If the trend, \(f(x_t)\), is linearly increasing or decreasing in time (with no seasonality), then we could use a linear regression model to estimate the trend with the following model,

\[Y_t = \beta_0 + \beta_1x_t + \epsilon_t\] where \(x_t\) is some measure of time (e.g., age, time from baseline, etc.).

If the overall mean trend is quadratic, we could include a \(x_t^2\) term in the regression model,

\[Y_t = \beta_0 + \beta_1x_t+ \beta_2x_t^2 + \epsilon_t\]

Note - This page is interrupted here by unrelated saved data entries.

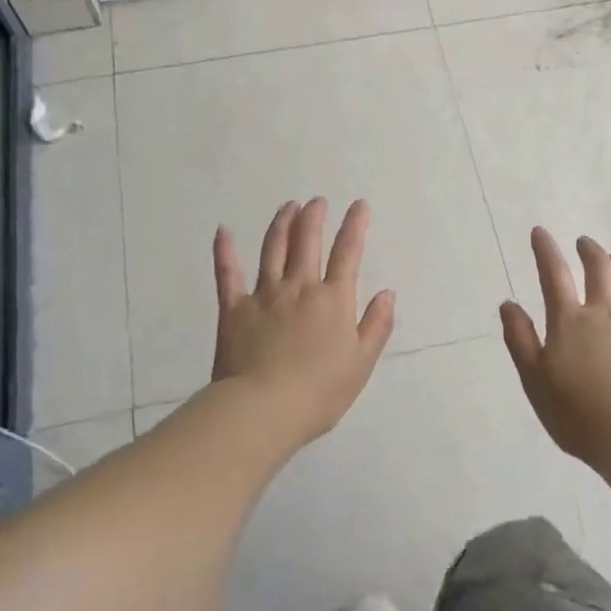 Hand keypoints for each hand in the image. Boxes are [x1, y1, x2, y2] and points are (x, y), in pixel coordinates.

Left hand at [210, 198, 395, 447]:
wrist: (262, 409)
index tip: (359, 205)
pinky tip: (223, 231)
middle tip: (317, 201)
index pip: (348, 253)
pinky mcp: (233, 308)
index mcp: (333, 300)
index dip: (355, 226)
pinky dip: (224, 251)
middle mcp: (299, 287)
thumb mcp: (361, 364)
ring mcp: (264, 295)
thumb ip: (376, 325)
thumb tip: (387, 293)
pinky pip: (227, 273)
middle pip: (307, 241)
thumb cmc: (318, 393)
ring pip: (272, 248)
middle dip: (314, 216)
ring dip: (282, 223)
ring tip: (288, 206)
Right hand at [500, 228, 610, 467]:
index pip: (554, 276)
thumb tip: (508, 304)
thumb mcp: (533, 378)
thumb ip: (519, 338)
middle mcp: (606, 314)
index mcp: (570, 321)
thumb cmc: (575, 412)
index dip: (546, 251)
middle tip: (585, 243)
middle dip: (590, 253)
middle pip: (600, 272)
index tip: (540, 231) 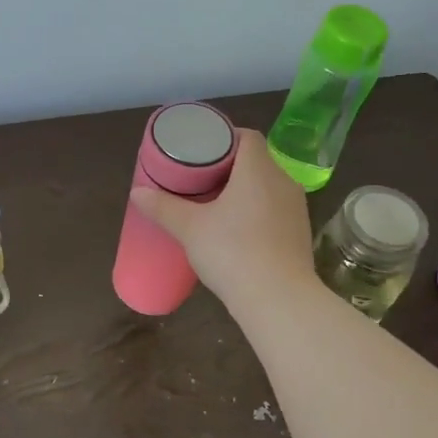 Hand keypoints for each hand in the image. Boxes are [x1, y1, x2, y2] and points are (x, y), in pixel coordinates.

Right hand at [130, 129, 316, 313]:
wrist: (279, 300)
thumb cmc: (232, 252)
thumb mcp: (190, 229)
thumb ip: (163, 208)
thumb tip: (137, 193)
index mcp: (258, 170)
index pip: (247, 136)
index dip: (225, 137)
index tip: (202, 150)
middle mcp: (283, 181)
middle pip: (257, 160)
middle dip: (230, 165)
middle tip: (201, 177)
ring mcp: (296, 208)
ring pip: (268, 185)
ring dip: (245, 189)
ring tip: (217, 202)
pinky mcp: (300, 232)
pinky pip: (276, 208)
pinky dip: (258, 210)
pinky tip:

In fact, any standard regression technique for non-linear relationships (polynomials, splines, etc.) could also be used here to model the trend. As discussed in Chapter 1, we can use ordinary least squares (OLS), lm() in R, to get an unbiased estimate of these coefficients in linear regression. But remember, the standard errors and subsequent inference (p-values, confidence intervals) may not be valid due to correlated noise.

Let’s look at some example data and see how we can model the trend.

Data Example 1

Below are the quarterly earnings per share of the company Johnson and Johnson from 1960-1980. The first observation is the 1st quarter of 1960 (\(t=1\)) and the second is the 2nd quarter of 1960 (\(t=2\))

library(astsa) # R package for time series
jj
class(jj) # ts stands for time series R class
plot(jj) # plot() is smart enough to make the right x-axis because jj is ts object

We see that the earnings are overall increasing over time, but a bit faster than a linear relationship (there is some curvature in the trend). Let’s transform this dataset into a data frame to use ggplot2, an alternative graphing package in R.

library(ggplot2)
library(dplyr)

jjTS <- data.frame(
  Value = as.numeric(jj), 
  Time = time(jj), # time() works on ts objects
  Quarter = cycle(jj)) # cycle() works on ts objects

quadTrendMod <- lm(Value ~ poly(Time, degree = 2, raw = TRUE), data = jjTS) # poly() fits a polynomial trend model

jjTS <- jjTS %>%
  mutate(Trend = predict(quadTrendMod)) # Add the estimated trend to the dataset

jjTS %>%
  ggplot(aes(x = Time, y = Value)) +
  geom_point() +
  geom_line() +
  geom_line(aes(x = Time, y = Trend), color = 'blue', size = 1.5) +
  theme_classic()

Data Example 2

Below are the monthly counts (in thousands) of live births in the United States from 1948 to 1979. The first measurement is from January 1948 (\(t=1\)), then February 1948 (\(t=2\)), etc.

birth
class(birth) # ts stands for time series R class
plot(birth) # plot() is smart enough to make the right x-axis because birth is ts object

Looking at the plot (time-ordered points are connected with a line segment), we note a positive linear relationship from about 1948 to 1960 and a somewhat negative relationship between 1960 to 1968, with another slight increase and then a drop around 1972. This is not a polynomial trend over time. We’ll need another approach!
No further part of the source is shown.